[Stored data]

- - - - -

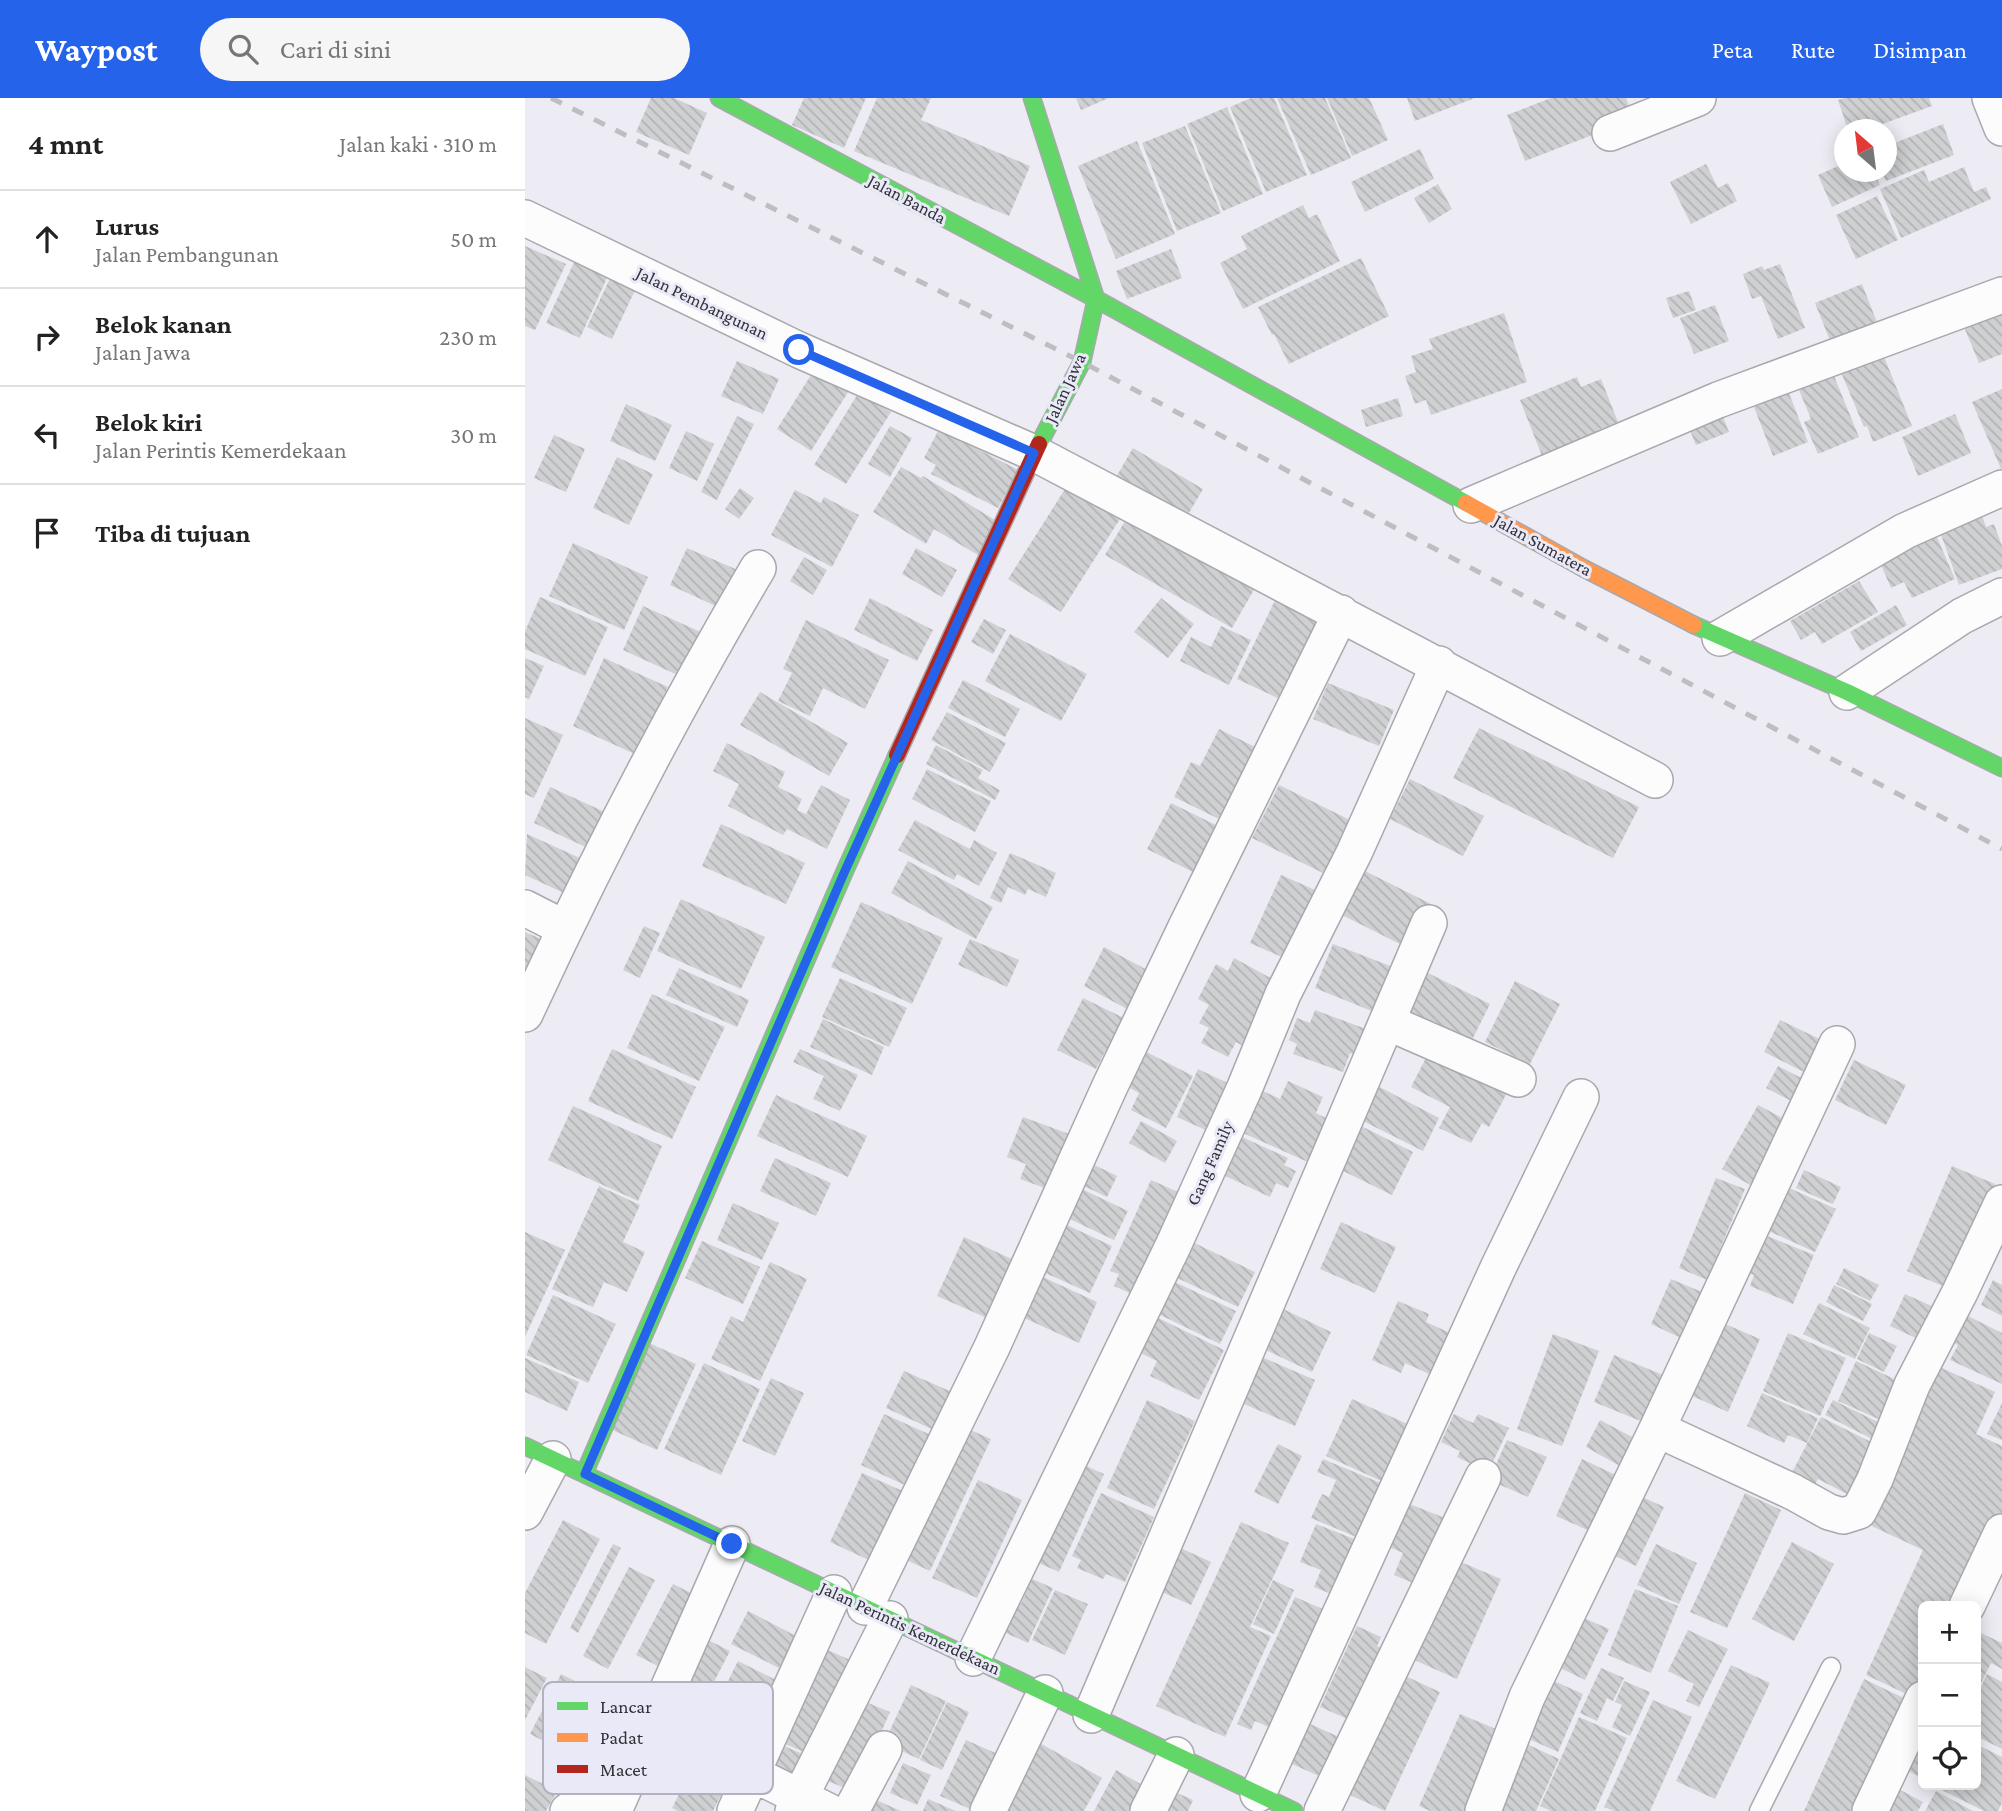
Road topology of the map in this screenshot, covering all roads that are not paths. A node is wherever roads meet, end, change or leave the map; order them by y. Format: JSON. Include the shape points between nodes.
{"nodes":[{"id":1,"x":719,"y":98,"type":"edge"},
{"id":2,"x":1032,"y":98,"type":"edge"},
{"id":3,"x":1698,"y":98,"type":"edge"},
{"id":4,"x":1990,"y":98,"type":"edge"},
{"id":5,"x":2002,"y":128,"type":"edge"},
{"id":6,"x":1610,"y":133,"type":"dead end"},
{"id":7,"x":525,"y":218,"type":"edge"},
{"id":8,"x":2002,"y":295,"type":"edge"},
{"id":9,"x":1095,"y":299,"type":"junction"},
{"id":10,"x":1034,"y":453,"type":"junction"},
{"id":11,"x":2002,"y":488,"type":"edge"},
{"id":12,"x":1471,"y":505,"type":"junction"},
{"id":13,"x":758,"y":568,"type":"dead end"},
{"id":14,"x":2002,"y":596,"type":"edge"},
{"id":15,"x":1341,"y":613,"type":"junction"},
{"id":16,"x":1720,"y":638,"type":"junction"},
{"id":17,"x":1439,"y":664,"type":"junction"},
{"id":18,"x":1847,"y":692,"type":"junction"},
{"id":19,"x":2002,"y":768,"type":"edge"},
{"id":20,"x":1655,"y":780,"type":"dead end"},
{"id":21,"x":525,"y":908,"type":"edge"},
{"id":22,"x":1429,"y":923,"type":"dead end"},
{"id":23,"x":564,"y":928,"type":"junction"},
{"id":24,"x":525,"y":1014,"type":"edge"},
{"id":25,"x":1387,"y":1022,"type":"junction"},
{"id":26,"x":1837,"y":1044,"type":"dead end"},
{"id":27,"x":1518,"y":1079,"type":"dead end"},
{"id":28,"x":1581,"y":1097,"type":"dead end"},
{"id":29,"x":2002,"y":1203,"type":"edge"},
{"id":30,"x":1657,"y":1429,"type":"junction"},
{"id":31,"x":539,"y":1452,"type":"edge"},
{"id":32,"x":585,"y":1474,"type":"junction"},
{"id":33,"x":1483,"y":1477,"type":"dead end"},
{"id":34,"x":525,"y":1512,"type":"edge"},
{"id":35,"x":2002,"y":1532,"type":"edge"},
{"id":36,"x":732,"y":1544,"type":"junction"},
{"id":37,"x":1969,"y":1601,"type":"edge"},
{"id":38,"x":863,"y":1606,"type":"junction"},
{"id":39,"x":973,"y":1658,"type":"junction"},
{"id":40,"x":1831,"y":1667,"type":"dead end"},
{"id":41,"x":671,"y":1682,"type":"edge"},
{"id":42,"x":1045,"y":1693,"type":"junction"},
{"id":43,"x":1918,"y":1710,"type":"edge"},
{"id":44,"x":1091,"y":1715,"type":"junction"},
{"id":45,"x":773,"y":1740,"type":"edge"},
{"id":46,"x":884,"y":1749,"type":"dead end"},
{"id":47,"x":1176,"y":1755,"type":"junction"},
{"id":48,"x":773,"y":1786,"type":"edge"},
{"id":49,"x":621,"y":1794,"type":"edge"},
{"id":50,"x":742,"y":1794,"type":"edge"},
{"id":51,"x":1258,"y":1794,"type":"junction"},
{"id":52,"x":807,"y":1806,"type":"edge"},
{"id":53,"x":568,"y":1811,"type":"edge"},
{"id":54,"x":600,"y":1811,"type":"edge"},
{"id":55,"x":610,"y":1811,"type":"edge"},
{"id":56,"x":735,"y":1811,"type":"edge"},
{"id":57,"x":851,"y":1811,"type":"edge"},
{"id":58,"x":988,"y":1811,"type":"edge"},
{"id":59,"x":1148,"y":1811,"type":"edge"},
{"id":60,"x":1294,"y":1811,"type":"edge"},
{"id":61,"x":1322,"y":1811,"type":"edge"},
{"id":62,"x":1483,"y":1811,"type":"edge"},
{"id":63,"x":1759,"y":1811,"type":"edge"},
{"id":64,"x":1870,"y":1811,"type":"edge"}],
"edges":[{"from":1,"to":9,"type":"street","name":"Jalan Banda"},
{"from":2,"to":9,"type":"street","name":"Jalan Jawa"},
{"from":3,"to":6,"type":"street"},
{"from":4,"to":5,"type":"street"},
{"from":7,"to":10,"type":"street","name":"Jalan Pembangunan","via":[[799,350]]},
{"from":8,"to":12,"type":"street","via":[[1718,400]]},
{"from":9,"to":10,"type":"street","name":"Jalan Jawa","via":[[1082,362]]},
{"from":9,"to":12,"type":"street","name":"Jalan Sumatera"},
{"from":10,"to":15,"type":"street","name":"Jalan Pembangunan"},
{"from":10,"to":32,"type":"street","name":"Jalan Jawa","via":[[844,873]]},
{"from":11,"to":16,"type":"street","via":[[1905,531]]},
{"from":12,"to":16,"type":"street","name":"Jalan Sumatera"},
{"from":13,"to":23,"type":"street","via":[[694,677]]},
{"from":14,"to":18,"type":"street","via":[[1962,616]]},
{"from":15,"to":17,"type":"street","name":"Jalan Pembangunan"},
{"from":15,"to":38,"type":"street","via":[[1110,1087],[992,1347]]},
{"from":16,"to":18,"type":"street","name":"Jalan Sumatera"},
{"from":17,"to":20,"type":"street","name":"Jalan Pembangunan"},
{"from":17,"to":39,"type":"street","name":"Gang Family","via":[[1354,853],[1283,994],[1173,1246]]},
{"from":18,"to":19,"type":"street","name":"Jalan Sumatera"},
{"from":21,"to":23,"type":"street"},
{"from":22,"to":25,"type":"street"},
{"from":23,"to":24,"type":"street"},
{"from":25,"to":27,"type":"street"},
{"from":25,"to":44,"type":"street"},
{"from":26,"to":30,"type":"street"},
{"from":28,"to":51,"type":"street","via":[[1492,1280]]},
{"from":29,"to":30,"type":"street","via":[[1912,1385],[1859,1511],[1843,1516],[1829,1512]]},
{"from":30,"to":62,"type":"street","via":[[1527,1696]]},
{"from":31,"to":32,"type":"street","name":"Jalan Perintis Kemerdekaan"},
{"from":31,"to":34,"type":"street"},
{"from":32,"to":36,"type":"street","name":"Jalan Perintis Kemerdekaan"},
{"from":33,"to":61,"type":"street"},
{"from":35,"to":37,"type":"street"},
{"from":36,"to":38,"type":"street","name":"Jalan Perintis Kemerdekaan"},
{"from":36,"to":41,"type":"street"},
{"from":38,"to":39,"type":"street","name":"Jalan Perintis Kemerdekaan"},
{"from":38,"to":45,"type":"street"},
{"from":38,"to":52,"type":"street"},
{"from":39,"to":42,"type":"street","name":"Jalan Perintis Kemerdekaan"},
{"from":40,"to":63,"type":"lane"},
{"from":42,"to":44,"type":"street","name":"Jalan Perintis Kemerdekaan"},
{"from":42,"to":58,"type":"street"},
{"from":43,"to":64,"type":"street"},
{"from":44,"to":47,"type":"street","name":"Jalan Perintis Kemerdekaan"},
{"from":46,"to":57,"type":"street"},
{"from":47,"to":51,"type":"street","name":"Jalan Perintis Kemerdekaan"},
{"from":47,"to":59,"type":"street"},
{"from":48,"to":52,"type":"street"},
{"from":49,"to":55,"type":"street"},
{"from":50,"to":56,"type":"street"},
{"from":51,"to":60,"type":"street","name":"Jalan Perintis Kemerdekaan"},
{"from":53,"to":54,"type":"street","via":[[577,1805]]}]}
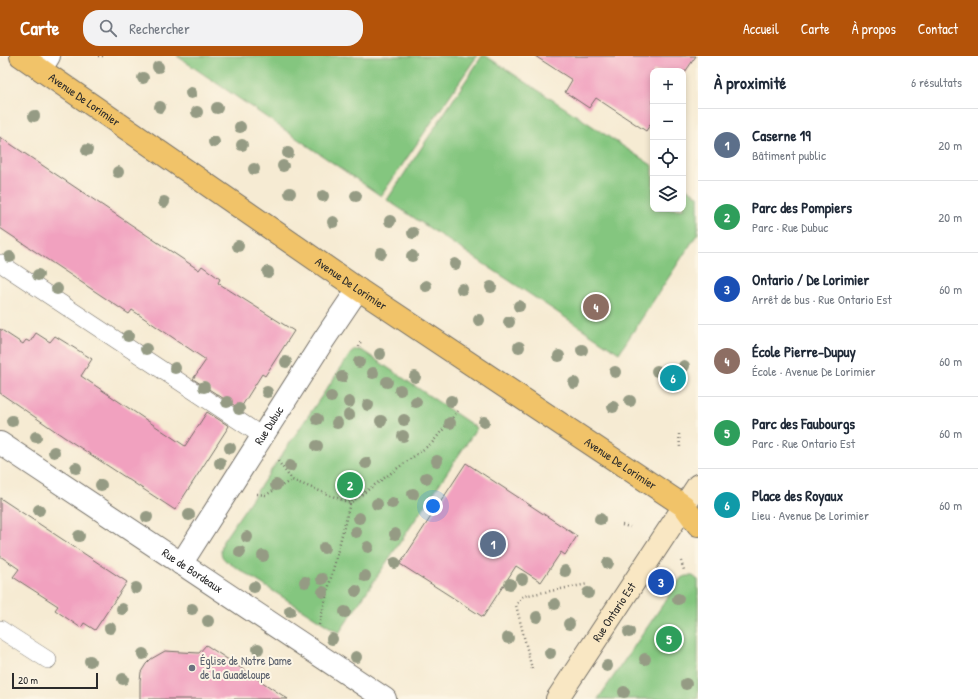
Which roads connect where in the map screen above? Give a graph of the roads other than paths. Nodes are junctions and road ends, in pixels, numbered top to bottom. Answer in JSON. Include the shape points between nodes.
{"nodes":[{"id":1,"x":21,"y":56,"type":"edge"},
{"id":2,"x":45,"y":62,"type":"edge"},
{"id":3,"x":0,"y":263,"type":"edge"},
{"id":4,"x":358,"y":289,"type":"junction"},
{"id":5,"x":262,"y":436,"type":"junction"},
{"id":6,"x":0,"y":444,"type":"edge"},
{"id":7,"x":698,"y":485,"type":"edge"},
{"id":8,"x":691,"y":506,"type":"edge"},
{"id":9,"x":698,"y":525,"type":"edge"},
{"id":10,"x":181,"y":564,"type":"junction"},
{"id":11,"x":0,"y":628,"type":"edge"},
{"id":12,"x":48,"y":660,"type":"dead end"},
{"id":13,"x":384,"y":699,"type":"edge"},
{"id":14,"x":557,"y":699,"type":"edge"}],
"edges":[{"from":1,"to":2,"type":"main road","name":"Avenue De Lorimier"},
{"from":2,"to":4,"type":"main road","name":"Avenue De Lorimier"},
{"from":3,"to":5,"type":"lane"},
{"from":4,"to":5,"type":"street","name":"Rue Dubuc"},
{"from":4,"to":8,"type":"main road","name":"Avenue De Lorimier"},
{"from":5,"to":10,"type":"street","name":"Rue Dubuc"},
{"from":6,"to":10,"type":"street","name":"Rue de Bordeaux"},
{"from":7,"to":8,"type":"main road","name":"Rue Ontario Est"},
{"from":8,"to":9,"type":"main road","name":"Avenue De Lorimier"},
{"from":8,"to":14,"type":"main road","name":"Rue Ontario Est","via":[[645,563]]},
{"from":10,"to":13,"type":"street","name":"Rue de Bordeaux"},
{"from":11,"to":12,"type":"lane"}]}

- - - - -

Go through the records above and return each line in which the word "Bordeaux" occurs.

**THE COMPLETED TASK:**
{"from":6,"to":10,"type":"street","name":"Rue de Bordeaux"},
{"from":10,"to":13,"type":"street","name":"Rue de Bordeaux"},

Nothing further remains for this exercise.